Molecular docking, in-vitro anticancer evaluation and ADME profiling of 7-Oxo Midostaurin

Abstract

Midostaurin drug is used for treatment of acute myeloid leukaemia, myelodysplastic syndrome, and advanced systemic mastocytosis. Midostaurin under-went oxidation reaction and formed the degradation product (7-Oxo-midostaurin or MDS DP1). Therefore, an anti-cancer efficacy was investigated for MDS DP1 using the molecular docking, in-vitro proliferation, and ADME studies.

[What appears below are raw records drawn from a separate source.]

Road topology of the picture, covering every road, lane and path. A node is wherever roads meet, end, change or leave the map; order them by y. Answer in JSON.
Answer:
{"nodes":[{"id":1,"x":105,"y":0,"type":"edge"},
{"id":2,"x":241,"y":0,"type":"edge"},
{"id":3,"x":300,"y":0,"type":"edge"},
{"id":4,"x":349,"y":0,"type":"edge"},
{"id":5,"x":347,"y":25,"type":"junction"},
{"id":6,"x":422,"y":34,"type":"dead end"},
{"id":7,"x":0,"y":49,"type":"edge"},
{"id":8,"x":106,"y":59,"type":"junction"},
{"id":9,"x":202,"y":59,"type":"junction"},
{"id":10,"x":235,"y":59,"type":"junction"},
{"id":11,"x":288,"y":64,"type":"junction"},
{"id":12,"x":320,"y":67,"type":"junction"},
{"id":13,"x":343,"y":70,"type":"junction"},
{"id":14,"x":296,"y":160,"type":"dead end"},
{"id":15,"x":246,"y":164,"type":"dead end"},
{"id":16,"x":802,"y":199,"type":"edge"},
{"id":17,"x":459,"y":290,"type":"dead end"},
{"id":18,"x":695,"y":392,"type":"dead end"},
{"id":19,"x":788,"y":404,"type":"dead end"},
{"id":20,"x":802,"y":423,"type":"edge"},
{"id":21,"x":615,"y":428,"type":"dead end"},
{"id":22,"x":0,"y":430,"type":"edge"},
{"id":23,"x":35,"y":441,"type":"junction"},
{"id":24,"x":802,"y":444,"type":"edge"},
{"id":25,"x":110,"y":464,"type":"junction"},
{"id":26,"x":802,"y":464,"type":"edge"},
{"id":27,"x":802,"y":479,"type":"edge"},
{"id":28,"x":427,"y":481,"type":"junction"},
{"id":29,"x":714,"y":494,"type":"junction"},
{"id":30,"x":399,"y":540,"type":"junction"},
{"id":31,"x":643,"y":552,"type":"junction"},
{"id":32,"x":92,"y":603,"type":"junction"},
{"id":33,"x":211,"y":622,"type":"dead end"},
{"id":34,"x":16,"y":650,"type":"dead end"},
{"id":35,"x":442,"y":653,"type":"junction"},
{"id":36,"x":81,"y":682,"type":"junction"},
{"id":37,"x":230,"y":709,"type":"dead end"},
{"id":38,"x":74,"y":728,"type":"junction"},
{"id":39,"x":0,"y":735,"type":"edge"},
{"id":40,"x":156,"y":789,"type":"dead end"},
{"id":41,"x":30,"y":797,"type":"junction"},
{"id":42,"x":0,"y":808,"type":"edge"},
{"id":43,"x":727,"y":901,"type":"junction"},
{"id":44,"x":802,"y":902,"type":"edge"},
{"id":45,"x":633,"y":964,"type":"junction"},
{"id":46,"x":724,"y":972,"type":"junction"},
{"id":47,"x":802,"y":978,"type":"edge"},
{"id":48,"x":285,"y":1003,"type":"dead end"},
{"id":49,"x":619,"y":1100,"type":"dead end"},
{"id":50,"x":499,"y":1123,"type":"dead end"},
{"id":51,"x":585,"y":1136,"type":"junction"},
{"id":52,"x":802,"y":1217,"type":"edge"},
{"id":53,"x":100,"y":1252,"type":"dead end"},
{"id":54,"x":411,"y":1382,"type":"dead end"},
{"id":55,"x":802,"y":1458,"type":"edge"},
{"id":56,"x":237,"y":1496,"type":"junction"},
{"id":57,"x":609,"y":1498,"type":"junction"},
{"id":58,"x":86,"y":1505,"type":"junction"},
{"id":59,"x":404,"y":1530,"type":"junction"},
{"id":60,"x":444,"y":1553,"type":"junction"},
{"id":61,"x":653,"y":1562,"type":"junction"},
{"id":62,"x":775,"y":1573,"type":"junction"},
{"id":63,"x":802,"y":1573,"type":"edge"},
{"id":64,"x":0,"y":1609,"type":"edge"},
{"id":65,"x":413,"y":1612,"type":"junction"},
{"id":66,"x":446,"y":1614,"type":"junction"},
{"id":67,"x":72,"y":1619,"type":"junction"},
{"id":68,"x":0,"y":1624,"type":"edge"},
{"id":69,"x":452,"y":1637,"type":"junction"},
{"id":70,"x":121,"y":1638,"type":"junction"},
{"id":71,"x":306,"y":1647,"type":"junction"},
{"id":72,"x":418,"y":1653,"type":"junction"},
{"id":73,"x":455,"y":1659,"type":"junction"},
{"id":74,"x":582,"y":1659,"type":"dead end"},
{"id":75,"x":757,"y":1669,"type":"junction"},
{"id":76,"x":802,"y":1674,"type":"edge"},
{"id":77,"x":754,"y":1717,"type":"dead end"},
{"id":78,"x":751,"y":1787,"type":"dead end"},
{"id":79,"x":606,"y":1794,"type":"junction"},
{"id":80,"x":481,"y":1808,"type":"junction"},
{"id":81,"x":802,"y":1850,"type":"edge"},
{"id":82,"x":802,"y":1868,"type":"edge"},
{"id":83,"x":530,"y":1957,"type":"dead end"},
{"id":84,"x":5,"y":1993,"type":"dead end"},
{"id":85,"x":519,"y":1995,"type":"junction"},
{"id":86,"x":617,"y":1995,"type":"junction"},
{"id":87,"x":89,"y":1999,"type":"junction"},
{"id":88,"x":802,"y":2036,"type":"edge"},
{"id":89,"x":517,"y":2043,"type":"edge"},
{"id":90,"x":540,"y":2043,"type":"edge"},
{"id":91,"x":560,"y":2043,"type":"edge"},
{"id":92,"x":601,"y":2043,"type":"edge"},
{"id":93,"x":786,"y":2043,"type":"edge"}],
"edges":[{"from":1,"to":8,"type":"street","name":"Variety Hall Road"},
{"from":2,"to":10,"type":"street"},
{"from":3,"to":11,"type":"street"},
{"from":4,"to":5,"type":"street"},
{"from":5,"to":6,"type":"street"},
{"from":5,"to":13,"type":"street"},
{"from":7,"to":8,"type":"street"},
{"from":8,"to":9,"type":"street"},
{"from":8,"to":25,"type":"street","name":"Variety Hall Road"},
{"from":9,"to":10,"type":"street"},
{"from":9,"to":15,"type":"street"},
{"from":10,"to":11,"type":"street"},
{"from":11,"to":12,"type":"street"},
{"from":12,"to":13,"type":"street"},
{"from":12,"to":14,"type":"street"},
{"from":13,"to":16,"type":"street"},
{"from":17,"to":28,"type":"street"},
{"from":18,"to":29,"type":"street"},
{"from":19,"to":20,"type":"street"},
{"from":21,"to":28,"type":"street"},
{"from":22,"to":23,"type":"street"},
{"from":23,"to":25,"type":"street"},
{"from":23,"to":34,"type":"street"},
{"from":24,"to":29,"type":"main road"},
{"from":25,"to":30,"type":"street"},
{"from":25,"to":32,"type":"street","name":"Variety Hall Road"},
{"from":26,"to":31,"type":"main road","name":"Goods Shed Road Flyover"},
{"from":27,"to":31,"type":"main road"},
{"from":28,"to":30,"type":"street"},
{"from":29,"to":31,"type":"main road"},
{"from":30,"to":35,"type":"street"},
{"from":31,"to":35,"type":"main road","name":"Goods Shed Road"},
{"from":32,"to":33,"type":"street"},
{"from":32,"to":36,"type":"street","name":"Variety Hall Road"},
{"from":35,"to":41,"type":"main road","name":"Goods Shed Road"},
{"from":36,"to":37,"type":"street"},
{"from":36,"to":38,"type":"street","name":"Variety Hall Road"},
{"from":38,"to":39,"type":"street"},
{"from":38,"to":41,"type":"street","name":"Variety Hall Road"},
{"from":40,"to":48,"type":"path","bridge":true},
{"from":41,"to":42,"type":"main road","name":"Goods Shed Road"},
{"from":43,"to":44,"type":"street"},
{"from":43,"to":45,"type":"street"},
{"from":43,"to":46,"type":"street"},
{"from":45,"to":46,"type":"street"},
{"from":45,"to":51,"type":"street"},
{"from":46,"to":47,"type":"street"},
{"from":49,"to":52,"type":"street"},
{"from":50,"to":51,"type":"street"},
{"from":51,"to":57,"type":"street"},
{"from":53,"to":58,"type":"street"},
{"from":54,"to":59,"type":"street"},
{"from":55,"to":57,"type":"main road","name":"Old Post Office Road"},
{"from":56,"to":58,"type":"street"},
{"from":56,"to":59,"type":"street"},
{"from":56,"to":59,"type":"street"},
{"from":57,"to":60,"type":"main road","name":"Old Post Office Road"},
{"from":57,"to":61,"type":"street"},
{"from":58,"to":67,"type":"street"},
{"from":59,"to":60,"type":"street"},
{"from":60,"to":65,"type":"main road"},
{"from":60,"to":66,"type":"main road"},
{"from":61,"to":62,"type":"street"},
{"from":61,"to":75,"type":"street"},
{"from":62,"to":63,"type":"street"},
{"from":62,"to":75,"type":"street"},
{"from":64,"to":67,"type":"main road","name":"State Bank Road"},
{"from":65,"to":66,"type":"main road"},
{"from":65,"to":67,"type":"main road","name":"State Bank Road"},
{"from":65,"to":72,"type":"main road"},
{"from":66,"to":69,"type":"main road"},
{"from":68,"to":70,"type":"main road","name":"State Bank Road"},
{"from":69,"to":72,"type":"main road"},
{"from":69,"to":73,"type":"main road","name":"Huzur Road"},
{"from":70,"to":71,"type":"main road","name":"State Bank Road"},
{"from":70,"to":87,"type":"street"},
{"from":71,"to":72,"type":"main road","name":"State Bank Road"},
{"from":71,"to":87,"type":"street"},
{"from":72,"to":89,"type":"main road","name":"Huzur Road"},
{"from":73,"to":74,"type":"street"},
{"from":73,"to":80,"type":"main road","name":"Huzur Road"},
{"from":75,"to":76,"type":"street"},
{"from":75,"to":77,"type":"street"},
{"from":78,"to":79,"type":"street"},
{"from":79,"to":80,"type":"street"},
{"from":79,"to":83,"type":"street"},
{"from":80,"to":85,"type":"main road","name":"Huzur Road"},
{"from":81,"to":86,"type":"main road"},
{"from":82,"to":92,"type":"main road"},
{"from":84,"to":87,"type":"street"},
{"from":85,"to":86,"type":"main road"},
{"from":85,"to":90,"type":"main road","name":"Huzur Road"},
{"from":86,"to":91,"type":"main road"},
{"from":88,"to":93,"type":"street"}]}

Molecular docking simulations showed that the MDS DP1 had effectively docked with the active site of the crystal structure of BCL-2 with Venetoclax (PDB ID: 6O0K), resulting in enhanced inhibitory activity (docking score, -9.81 kcal/mol). In-vitro cytotoxicity tests using the CVS assay proved that MDS DP1 had the most promising anti-cancer behavior. The IC50 results of MDS DP1 obtained from CVS assay were 12.71, 13.04, and 17.50 µM against the human cancer cell lines of MDA-MB-231, A549 and HCT-116, which were found to be almost similar to that of the referenced anti-cancer drugs of Midostaurin (IC50: 14.81, 26.34, and 20.45 µM) and Doxorubicin (IC50: 15.06, 15.31, and 18.16 µM). Further, Lipinski's Rule of Five with QSAR models was utilized to predict the physicochemical and pharmacokinetic properties (ADME profiling) of MDS DP1.